I predict that blogs like Bitch will link to Double XX a lot, because they're just posting so much content. But, I can't imagine Double XX has the potential to raise the level of feminist discourse, or even anti-feminist discourse, for that matter. The premise of such a website is that women have enough in common that a single website could serve them all, but this website itself with it’s abundance of sometimes contradictory material, kind of disproves that.

Wow, I am seething

I just began reading Susan Faludi's "Backlash" for the first time, so I found this Bitch blog especially eye opening. The article "Whine, Womyn, and Thongs..." utilizes the very tactics used to discredit the feminist movement that Faludi speaks of. For instance, the blog references the decline of female happiness over the past couple decades without any evidence to support this claim. The article reduces the passionate activism of the 2nd wave to complaints and buys in to the stigma that feminists are sex-crazed heathens. Although a schism exists amongst feminists about whether women working in the sex industry are empowered or abused and objectified (personally I think both), it cannot be denied that the sexual objectification of women in the popular media and the reality of domestic and sexual violence remain serious problems in our country and around the globe.
The third wave of feminism is NOT just limited to the self-serving "facebook feminism" that they refer to. Look at Hilda Solis, the new Secretary of Labor, who has worked for policies that help to fight against the injustices committed against immigrant workers in our country. Or how about Angela Davis, one of the most influential Black feminists to emerge from the 2nd Wave, who has opened our eyes to the prison-industrial complex and how it adversely affects women, particularly women of color.
The blog also reduces women to heterosexual, married, middle to upper class mothers: "Now that they have educations, jobs, husbands, and children, they are finding that doing all of these things well isn’t so simple." They fail to acknowledge that many mothers are single, working parents who have no choice but to juggle parenthood and the stresses of a job. How about holding fathers accountable for taking on the responsibilities of parenthood? Or blaming racism in the criminal justice system and prison-industrial complex for the increasing rate of incarcerated men of color who do not have a chance to be there for their children? How about a reminder that the pay gap still exists between men and women (I think currently it is 78 cents to the dollar?), most jobs do not offer childcare for working mothers, and the Equal Rights Amendment remains to be passed.
XX refuses to critically think about the social forces at work that perpetuate the problems facing our world today. They arrogantly describe feminism as a passing fad. Feminism is alive and well my friends and doing a lot of good for women all over the world. Not to mention that feminism is not a Westernized phenomenon! Grrr!!

Good point...I was also

Good point...I was also thinking about Double X in terms of Fauldi. I just finished "Stiffed." Fauldi makes a pretty harsh critique of feminism. At the end of that book, she explores the idea that the personification of "the man" as the oppressor has been a disservice to men in that we all struggle with oppression of mass culture and the increased commercialization of femininity and masculinity since WWII. I'm sure we could debate all day about Fauldi's arguments about men, yet they are still made with ample respect for the history of feminism as an anti-oppressive social movement. For me, whether a writer wants feminism to evolve or a writer wants to be the first to declare feminism dead, begs the question of how much that writer values anti-oppressive struggles and social movements.

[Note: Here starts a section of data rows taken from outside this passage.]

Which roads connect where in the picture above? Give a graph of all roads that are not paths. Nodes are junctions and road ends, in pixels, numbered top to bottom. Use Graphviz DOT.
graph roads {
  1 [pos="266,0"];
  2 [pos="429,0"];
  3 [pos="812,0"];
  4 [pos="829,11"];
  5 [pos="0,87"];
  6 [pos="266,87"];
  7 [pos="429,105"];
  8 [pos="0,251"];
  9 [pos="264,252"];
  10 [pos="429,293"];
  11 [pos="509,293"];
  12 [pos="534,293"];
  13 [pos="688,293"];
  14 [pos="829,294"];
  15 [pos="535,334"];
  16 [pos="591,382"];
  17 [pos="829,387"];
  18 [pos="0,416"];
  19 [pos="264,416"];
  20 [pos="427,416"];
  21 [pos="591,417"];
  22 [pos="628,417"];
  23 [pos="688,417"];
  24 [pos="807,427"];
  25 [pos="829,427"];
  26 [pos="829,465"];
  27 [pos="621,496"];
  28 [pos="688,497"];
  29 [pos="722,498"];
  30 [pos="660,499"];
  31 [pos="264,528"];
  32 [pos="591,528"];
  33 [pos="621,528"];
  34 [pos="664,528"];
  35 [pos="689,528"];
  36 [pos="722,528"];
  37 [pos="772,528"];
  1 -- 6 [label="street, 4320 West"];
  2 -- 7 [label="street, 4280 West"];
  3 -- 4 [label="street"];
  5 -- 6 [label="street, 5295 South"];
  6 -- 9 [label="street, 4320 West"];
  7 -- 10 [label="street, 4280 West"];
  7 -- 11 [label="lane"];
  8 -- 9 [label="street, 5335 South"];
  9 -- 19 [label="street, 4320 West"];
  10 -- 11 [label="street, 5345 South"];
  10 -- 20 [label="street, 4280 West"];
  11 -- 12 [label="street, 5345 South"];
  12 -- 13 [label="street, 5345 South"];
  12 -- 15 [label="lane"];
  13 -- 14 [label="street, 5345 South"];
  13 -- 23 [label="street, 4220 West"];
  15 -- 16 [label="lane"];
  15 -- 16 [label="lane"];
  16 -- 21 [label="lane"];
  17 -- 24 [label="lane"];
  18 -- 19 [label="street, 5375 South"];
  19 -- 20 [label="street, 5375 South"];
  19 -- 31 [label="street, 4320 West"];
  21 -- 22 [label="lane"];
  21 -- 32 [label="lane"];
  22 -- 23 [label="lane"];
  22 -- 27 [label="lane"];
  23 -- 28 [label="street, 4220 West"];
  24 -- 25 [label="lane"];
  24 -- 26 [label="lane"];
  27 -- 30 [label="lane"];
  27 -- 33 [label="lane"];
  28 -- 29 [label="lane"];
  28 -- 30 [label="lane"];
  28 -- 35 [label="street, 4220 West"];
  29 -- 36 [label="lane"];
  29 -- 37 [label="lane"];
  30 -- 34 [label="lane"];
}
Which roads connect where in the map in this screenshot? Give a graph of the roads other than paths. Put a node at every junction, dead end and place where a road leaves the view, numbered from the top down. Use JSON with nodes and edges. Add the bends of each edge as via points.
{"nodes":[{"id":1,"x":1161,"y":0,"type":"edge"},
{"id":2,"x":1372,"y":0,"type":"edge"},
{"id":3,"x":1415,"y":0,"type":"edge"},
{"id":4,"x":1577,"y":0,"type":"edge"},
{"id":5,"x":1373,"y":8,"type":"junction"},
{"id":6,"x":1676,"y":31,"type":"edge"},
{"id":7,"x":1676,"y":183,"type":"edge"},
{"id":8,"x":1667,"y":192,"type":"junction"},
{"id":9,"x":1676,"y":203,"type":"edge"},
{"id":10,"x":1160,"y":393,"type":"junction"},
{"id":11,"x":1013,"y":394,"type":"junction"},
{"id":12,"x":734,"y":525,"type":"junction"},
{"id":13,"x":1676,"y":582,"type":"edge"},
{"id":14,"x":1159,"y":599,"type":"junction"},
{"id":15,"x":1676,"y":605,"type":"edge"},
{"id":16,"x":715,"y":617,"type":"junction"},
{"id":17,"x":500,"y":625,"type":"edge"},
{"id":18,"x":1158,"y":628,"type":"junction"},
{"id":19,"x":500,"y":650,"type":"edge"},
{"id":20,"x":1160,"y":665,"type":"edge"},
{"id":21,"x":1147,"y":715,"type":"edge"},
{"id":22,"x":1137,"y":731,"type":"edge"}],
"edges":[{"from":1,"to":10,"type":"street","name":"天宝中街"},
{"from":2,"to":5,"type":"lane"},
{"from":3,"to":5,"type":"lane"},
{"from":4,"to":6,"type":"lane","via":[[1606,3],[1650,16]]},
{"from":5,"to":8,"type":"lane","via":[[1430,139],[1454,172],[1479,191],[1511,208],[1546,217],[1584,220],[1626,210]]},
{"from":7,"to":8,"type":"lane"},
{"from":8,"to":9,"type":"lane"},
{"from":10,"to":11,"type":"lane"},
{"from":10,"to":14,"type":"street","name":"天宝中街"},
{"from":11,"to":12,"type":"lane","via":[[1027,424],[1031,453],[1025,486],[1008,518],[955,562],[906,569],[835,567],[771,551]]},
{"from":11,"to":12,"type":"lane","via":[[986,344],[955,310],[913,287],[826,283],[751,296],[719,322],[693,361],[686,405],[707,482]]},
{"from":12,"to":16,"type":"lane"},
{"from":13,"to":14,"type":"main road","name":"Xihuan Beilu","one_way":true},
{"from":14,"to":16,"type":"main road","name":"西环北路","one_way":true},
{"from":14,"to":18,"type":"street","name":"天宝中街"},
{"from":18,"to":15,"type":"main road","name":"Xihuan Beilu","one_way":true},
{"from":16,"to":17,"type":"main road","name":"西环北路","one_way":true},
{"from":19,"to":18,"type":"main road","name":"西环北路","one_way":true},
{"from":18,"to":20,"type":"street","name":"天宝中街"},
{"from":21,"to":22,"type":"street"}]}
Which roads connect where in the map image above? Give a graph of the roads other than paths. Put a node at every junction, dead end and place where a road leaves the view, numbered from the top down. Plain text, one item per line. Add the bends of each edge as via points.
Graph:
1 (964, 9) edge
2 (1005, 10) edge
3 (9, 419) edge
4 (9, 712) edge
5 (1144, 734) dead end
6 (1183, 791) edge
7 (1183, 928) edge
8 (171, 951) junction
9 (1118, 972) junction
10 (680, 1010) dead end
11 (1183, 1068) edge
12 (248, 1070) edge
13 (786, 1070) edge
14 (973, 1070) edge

Over feminism, yet extremely concerned with its deleterious effects? The old backlash now has an official webzine in Double X. The best backlashettes operate under the guise of caring so much about the movement, they just have to make a sweeping indictment of it. They often identify as feminists themselves, the better to get published.

DoubleX not so bad

I have to disagree with the anti-DoubleX feelings that I'm reading on Bitch and Feministing (and elsewhere). Feministing and the old XX Factor blog on Slate are both part of my daily media diet. I like to hear from women who explicitly identify as feminist and from smart, engaging women who know what's what in their fields and who believe in equality but don't identify as feminist. Both voices have a place. I will agree that much of their launch week's questions about feminism were obnoxious (well, Susannah Breslin's, Linda Hirshman's tried my patience) but there have also been a number of great stories about women's lives and challenges and some great female-written pieces on the recession. See the stories such as
Rick Warren's church's problems with domestic abuse:
The On Ramp blog:
LaToya Peterson's great piece that was already linked

I get the argument about ghettoizing women's voices in media, but I don't think DoubleX will contribute to marginalization. By expanding out from the Slate blogs into a whole connected-yet-separate magazine, DoubleX has the opportunity to hire more writers, to post more pieces, and to start more conversations. Feminism is incredibly important to me and I treasure its safe spaces and online forums, but DoubleX is a different thing altogether. It is a way to showcase women writers and women's perspectives within a mostly mainstream but new media-oriented format. There are men- loyal Slate/Washington Post/The Root readers- who are neither feminists nor trolls reading DoubleX, which gives it a unique opportunity to present different viewpoints to new people. I am a fan, so far, though I certainly don't love every single article that was posted. Since when is loving every single thing a news source posts a prerequisite for enjoying what it does have to offer and the need it is meeting?

Rosen's article does highlight an important problem

This is something that I'm seeing a lot in today's feminism and something that should be addressed:

"Today’s feminism—a kind of Facebook feminism that elevates personal experience and personal performance above all else—allows everyone from Madonna to Martha Stewart to serve as icons of female empowerment, and is a label largely devoid of meaning."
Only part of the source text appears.